Speaking of dreams. The Bible is filled with dreams. I have an active dream life. Like Carl Jung, I believe that dreams are the result of our unconscious mind trying to make sense of our conscious lives. Only the dreamer can interpret the dream. I have had several dreams that relate to my thoughts about evil
Once I had a dream in which a lion charged me as I shielded my family—shades of 1st Peter 5:18. I killed the lion with a single blow. I was not even afraid, for I knew I was dreaming. Then I had a dream in which I was walking along in ivy, and snakes were rising out of the ivy. My wife hates ivy, and monkey grass, and Carolina blue bellbottoms. I hate snakes, but I was not frightened; I just brushed them aside. Then I turned around to see them falling on my children. Snakes are a symbol of evil. That dream cost me several unpleasant days and sleepless nights as I searched myself for some evil in me that might harm my family. This dream ultimately did me a favor. Finally, I had a dream in which a dark numinous presence, threatened me. It sat on me like a large foul bird. I knew I was dreaming, but I could not wake up. In my dream, I cried out to God for help, and help came. It came in the form of a dog once owned by my son. His name was Willis. He was half Labrador Retriever and half Pit Bull. He attacked the presence, and it fled. I have three thoughts about that dream. First, I remembered how Martin Luther once felt so oppressed by evil that he threw an ink-well at the Devil he could not see. Second, it occurred to me that I was in the middle of a series of sermons on the principalities and powers, and I had already broken two teeth and crashed my car for reasons I may or may not explain later. I felt like I had somehow attracted attention I did not really want. Finally, I remembered how someone once defined heaven as the place where, when you get there, you will be greeted by all the dogs you ever loved. I have loved a lot of dogs, but I want to be greeted by Willis. By the way, Paul allows for that hope in Romans 8, wherein he says that “the whole creation waits for the revelation of the children of God!”

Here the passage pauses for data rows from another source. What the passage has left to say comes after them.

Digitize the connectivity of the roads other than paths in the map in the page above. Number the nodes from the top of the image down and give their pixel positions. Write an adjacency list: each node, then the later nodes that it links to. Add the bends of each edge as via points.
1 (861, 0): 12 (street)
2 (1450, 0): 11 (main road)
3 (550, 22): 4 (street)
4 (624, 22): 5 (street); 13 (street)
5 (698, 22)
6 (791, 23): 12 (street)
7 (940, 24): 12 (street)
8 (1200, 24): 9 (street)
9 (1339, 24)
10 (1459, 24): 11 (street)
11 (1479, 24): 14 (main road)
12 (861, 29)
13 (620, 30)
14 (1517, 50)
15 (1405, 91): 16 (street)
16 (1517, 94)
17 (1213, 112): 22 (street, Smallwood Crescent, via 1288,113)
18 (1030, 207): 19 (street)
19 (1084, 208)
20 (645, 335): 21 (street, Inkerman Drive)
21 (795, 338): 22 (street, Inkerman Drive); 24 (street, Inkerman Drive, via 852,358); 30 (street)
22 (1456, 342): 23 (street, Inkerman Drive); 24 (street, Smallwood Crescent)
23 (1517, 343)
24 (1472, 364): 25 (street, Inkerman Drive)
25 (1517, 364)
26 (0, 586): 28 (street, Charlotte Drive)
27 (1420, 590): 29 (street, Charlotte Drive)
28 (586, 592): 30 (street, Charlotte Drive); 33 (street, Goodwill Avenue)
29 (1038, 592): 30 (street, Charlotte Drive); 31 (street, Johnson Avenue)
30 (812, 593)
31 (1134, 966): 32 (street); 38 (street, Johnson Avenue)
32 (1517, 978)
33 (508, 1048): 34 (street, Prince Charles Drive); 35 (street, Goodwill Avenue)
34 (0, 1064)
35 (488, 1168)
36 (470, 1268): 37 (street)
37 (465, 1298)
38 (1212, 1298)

Finally, there are the powers. Obviously, I am concerned about the powers. I am concerned because if we continue to think of the powers only as spiritual or mythological creatures who dwell out there somewhere in the heavenlies, and rarely show themselves except in darkness, we will continue to be dominated by them. They often masquerade as “angels of light,” doing us good, not harm, yet, all the while, they work their mischief and wreak havoc. We must “bring them down” into our world. It is up to us, as disciples of Christ, to unmask them and oppose them. Of course, we are contending not with flesh and blood, not with human beings, but with the powers that, though created by human beings, seek to control human beings.
Let me leave you with a question: In Ephesians 6:11 we are told that we must put on the whole armor of God so that we might stand against the wiles of the devil. What is the whole armor of God, and how do we put it on?